[Items from a dataset]
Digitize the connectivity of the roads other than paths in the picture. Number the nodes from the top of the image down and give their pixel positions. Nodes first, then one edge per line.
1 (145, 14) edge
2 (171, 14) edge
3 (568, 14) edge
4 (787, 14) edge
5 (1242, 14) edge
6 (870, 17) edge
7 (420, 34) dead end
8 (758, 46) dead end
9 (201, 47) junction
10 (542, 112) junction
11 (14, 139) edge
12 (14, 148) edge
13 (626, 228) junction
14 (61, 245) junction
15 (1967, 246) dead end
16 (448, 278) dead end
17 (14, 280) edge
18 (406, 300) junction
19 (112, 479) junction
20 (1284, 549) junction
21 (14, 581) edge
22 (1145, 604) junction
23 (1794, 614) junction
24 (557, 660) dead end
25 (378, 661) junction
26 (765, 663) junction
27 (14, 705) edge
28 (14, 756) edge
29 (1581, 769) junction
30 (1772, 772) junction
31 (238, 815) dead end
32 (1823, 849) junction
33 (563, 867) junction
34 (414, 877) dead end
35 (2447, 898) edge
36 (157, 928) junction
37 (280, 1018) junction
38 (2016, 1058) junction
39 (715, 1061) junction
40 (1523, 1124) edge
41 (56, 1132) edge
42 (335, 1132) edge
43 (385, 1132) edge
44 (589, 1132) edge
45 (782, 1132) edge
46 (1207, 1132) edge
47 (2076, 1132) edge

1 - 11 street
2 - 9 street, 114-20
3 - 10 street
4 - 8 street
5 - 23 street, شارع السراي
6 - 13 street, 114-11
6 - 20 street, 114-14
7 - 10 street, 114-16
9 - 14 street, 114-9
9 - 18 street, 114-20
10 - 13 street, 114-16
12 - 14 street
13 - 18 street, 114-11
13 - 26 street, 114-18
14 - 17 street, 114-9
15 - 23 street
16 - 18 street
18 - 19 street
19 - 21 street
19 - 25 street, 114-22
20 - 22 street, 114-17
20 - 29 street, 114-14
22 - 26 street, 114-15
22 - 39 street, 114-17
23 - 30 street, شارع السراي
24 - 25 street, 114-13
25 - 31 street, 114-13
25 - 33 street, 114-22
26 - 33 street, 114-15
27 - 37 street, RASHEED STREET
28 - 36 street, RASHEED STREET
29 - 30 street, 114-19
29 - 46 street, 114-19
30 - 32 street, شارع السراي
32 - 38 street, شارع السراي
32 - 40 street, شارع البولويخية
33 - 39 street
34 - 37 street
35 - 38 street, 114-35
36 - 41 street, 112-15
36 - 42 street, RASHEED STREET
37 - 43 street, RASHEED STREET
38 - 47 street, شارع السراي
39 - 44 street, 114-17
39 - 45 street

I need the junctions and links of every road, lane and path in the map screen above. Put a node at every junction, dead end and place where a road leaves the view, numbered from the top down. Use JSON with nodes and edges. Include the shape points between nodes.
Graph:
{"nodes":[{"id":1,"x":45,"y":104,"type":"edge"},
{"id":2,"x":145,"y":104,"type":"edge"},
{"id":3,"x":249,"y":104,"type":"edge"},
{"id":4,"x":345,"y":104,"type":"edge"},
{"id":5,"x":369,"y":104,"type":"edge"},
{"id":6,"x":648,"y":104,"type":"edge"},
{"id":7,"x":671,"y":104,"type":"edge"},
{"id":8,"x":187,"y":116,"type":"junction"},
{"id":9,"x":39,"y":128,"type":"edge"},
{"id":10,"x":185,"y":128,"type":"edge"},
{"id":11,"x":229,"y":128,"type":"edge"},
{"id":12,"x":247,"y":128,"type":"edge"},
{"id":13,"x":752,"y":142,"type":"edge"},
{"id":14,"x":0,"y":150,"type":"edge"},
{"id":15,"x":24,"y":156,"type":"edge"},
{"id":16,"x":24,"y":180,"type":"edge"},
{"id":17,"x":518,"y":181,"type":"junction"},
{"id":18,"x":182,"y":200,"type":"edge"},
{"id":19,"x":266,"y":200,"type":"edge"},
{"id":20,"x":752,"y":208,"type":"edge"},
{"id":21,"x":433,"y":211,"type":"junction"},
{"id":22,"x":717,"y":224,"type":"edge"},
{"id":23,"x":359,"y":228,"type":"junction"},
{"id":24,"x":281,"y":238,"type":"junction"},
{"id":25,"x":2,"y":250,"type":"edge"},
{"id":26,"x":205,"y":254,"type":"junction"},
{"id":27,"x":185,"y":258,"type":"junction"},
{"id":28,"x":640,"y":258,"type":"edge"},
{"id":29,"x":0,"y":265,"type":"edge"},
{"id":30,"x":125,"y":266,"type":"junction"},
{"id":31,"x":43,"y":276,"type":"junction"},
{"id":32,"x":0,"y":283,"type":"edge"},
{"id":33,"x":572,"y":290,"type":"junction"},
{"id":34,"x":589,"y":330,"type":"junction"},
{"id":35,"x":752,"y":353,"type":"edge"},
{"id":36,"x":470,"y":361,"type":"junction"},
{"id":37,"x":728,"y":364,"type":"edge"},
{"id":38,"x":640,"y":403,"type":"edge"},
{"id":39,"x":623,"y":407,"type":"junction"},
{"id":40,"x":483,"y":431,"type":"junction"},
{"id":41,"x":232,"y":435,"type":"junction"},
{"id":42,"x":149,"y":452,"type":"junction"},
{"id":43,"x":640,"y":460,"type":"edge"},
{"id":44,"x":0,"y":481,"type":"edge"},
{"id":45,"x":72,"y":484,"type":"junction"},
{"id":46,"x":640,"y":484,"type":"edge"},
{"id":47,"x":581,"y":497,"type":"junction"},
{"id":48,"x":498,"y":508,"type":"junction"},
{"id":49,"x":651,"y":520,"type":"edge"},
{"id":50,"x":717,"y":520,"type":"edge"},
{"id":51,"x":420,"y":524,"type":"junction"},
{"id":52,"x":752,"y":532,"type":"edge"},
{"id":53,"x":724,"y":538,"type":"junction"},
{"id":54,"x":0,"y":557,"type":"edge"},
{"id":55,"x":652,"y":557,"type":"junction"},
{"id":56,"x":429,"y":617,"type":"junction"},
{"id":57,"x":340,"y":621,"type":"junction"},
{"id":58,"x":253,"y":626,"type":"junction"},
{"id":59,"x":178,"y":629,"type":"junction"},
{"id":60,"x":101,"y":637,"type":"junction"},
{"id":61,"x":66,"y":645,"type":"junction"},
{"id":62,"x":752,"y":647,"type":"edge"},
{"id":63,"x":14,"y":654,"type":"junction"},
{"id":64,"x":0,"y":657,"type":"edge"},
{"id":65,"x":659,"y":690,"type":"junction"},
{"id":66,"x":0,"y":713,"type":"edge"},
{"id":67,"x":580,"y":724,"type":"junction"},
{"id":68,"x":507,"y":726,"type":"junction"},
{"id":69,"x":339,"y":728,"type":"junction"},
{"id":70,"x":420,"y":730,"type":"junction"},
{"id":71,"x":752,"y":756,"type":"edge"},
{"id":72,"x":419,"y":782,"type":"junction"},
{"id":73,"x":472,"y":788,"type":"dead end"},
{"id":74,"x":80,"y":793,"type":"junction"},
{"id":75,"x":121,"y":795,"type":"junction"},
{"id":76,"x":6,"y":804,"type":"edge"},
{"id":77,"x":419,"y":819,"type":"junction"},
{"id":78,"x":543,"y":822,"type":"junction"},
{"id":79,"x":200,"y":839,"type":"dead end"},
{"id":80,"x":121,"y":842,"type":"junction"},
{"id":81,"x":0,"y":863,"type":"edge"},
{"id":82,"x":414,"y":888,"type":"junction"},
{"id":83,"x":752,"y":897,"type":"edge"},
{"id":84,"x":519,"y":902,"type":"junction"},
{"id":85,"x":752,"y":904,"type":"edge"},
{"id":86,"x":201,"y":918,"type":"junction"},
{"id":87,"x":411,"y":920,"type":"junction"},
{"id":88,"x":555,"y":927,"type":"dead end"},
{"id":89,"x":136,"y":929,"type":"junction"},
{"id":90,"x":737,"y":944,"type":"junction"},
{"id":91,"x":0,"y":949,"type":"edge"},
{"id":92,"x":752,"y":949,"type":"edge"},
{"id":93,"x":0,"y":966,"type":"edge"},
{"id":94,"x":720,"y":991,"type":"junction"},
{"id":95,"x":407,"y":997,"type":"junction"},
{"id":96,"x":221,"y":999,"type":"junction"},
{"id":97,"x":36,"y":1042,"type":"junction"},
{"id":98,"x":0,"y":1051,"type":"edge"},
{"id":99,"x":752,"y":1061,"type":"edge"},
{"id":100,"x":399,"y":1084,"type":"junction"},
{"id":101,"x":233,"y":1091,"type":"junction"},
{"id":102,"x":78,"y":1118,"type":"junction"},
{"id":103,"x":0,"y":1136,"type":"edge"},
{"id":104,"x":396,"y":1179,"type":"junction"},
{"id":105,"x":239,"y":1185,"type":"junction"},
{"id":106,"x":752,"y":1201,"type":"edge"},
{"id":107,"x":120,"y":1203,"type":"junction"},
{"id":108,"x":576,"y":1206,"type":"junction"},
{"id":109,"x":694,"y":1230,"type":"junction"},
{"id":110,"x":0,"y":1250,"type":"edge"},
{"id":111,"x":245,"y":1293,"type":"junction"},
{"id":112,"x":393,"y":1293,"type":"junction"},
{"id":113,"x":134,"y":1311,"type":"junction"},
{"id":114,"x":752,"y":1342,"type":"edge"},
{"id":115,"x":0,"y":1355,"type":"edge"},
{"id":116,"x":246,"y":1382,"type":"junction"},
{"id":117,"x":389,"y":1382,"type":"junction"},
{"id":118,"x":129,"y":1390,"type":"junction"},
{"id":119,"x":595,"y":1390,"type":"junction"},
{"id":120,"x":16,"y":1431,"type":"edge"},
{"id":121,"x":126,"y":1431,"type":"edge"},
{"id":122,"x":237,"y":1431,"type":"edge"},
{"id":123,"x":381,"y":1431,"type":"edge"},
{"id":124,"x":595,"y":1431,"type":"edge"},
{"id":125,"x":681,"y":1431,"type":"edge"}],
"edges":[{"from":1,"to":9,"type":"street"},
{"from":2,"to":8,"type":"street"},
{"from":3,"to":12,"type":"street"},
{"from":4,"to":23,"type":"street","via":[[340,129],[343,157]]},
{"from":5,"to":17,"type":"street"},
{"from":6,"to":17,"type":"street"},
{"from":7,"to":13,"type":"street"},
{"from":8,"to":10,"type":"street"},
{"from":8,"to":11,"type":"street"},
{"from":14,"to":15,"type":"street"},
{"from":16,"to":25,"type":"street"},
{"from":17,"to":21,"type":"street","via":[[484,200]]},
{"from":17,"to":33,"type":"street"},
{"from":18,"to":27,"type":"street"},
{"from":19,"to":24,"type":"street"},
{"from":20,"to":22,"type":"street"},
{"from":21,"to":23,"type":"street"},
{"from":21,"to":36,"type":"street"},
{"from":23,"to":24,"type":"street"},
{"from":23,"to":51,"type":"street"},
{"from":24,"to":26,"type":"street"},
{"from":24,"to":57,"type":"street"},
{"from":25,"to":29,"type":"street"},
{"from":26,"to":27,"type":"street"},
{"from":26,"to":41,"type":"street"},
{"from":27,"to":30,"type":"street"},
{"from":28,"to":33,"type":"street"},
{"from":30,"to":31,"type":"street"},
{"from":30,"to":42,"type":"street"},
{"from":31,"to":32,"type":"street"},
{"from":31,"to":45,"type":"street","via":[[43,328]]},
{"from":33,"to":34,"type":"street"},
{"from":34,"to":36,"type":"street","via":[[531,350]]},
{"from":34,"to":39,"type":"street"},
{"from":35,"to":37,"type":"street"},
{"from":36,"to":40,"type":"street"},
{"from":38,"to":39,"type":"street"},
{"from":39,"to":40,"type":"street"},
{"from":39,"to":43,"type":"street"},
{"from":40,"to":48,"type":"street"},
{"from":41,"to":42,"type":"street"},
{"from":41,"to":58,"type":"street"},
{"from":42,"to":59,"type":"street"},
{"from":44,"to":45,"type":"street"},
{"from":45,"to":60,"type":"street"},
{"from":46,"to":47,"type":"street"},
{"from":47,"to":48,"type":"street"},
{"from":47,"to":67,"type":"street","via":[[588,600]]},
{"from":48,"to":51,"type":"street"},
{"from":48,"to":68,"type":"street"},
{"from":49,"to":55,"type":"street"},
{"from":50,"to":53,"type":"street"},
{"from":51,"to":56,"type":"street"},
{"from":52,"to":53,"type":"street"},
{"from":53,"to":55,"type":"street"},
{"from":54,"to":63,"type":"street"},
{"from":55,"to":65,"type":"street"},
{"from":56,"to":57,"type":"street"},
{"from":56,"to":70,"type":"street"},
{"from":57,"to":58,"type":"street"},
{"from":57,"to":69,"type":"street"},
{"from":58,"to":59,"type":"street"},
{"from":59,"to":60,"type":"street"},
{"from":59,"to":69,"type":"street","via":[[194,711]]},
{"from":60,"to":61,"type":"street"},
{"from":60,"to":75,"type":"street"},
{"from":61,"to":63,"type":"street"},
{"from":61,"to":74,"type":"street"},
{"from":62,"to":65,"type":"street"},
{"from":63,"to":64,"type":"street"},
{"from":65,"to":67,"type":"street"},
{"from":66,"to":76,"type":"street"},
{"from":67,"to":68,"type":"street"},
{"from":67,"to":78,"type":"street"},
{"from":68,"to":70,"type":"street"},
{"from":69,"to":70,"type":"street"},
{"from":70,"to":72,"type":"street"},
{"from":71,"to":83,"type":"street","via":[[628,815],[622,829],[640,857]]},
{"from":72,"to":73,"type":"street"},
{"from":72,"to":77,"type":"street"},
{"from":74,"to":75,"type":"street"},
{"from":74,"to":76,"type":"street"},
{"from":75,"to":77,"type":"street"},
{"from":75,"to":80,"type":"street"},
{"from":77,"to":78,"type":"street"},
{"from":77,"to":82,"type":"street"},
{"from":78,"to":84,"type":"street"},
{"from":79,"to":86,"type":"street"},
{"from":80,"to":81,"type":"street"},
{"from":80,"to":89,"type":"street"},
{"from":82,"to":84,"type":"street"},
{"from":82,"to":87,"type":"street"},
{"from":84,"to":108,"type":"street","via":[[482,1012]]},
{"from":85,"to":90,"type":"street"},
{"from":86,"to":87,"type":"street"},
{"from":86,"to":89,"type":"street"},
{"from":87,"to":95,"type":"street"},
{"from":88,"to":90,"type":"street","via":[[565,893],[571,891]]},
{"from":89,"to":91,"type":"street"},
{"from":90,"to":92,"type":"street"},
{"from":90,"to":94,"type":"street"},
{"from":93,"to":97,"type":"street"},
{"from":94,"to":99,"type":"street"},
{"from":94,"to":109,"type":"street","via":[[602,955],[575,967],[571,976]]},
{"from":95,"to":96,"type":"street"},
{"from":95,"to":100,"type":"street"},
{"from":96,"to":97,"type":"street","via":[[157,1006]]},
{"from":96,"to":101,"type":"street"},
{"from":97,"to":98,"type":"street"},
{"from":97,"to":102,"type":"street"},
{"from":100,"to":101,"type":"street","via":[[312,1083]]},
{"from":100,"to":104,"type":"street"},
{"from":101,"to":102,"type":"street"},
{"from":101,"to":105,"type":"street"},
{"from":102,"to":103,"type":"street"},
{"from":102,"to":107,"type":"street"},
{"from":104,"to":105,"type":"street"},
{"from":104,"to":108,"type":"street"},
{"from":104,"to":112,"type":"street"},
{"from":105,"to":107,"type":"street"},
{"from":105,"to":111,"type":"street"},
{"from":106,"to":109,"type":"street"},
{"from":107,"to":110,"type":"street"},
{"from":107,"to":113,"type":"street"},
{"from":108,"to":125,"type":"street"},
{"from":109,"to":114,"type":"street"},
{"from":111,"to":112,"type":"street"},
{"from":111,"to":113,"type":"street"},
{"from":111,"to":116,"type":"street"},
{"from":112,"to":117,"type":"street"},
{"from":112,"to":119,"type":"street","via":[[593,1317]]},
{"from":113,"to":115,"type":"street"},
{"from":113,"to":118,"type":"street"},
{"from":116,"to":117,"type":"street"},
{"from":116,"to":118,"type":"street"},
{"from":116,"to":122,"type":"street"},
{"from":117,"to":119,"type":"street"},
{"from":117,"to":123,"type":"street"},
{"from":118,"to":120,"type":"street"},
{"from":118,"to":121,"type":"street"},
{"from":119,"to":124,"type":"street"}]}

Exercise:
Some lines in the data above hold the string "nodes". Find and copy each of them.

Response area:
Digitize the connectivity of the roads other than paths in the picture. Number the nodes from the top of the image down and give their pixel positions. Nodes first, then one edge per line.
I need the junctions and links of every road, lane and path in the map screen above. Put a node at every junction, dead end and place where a road leaves the view, numbered from the top down. Use JSON with nodes and edges. Include the shape points between nodes.
{"nodes":[{"id":1,"x":45,"y":104,"type":"edge"},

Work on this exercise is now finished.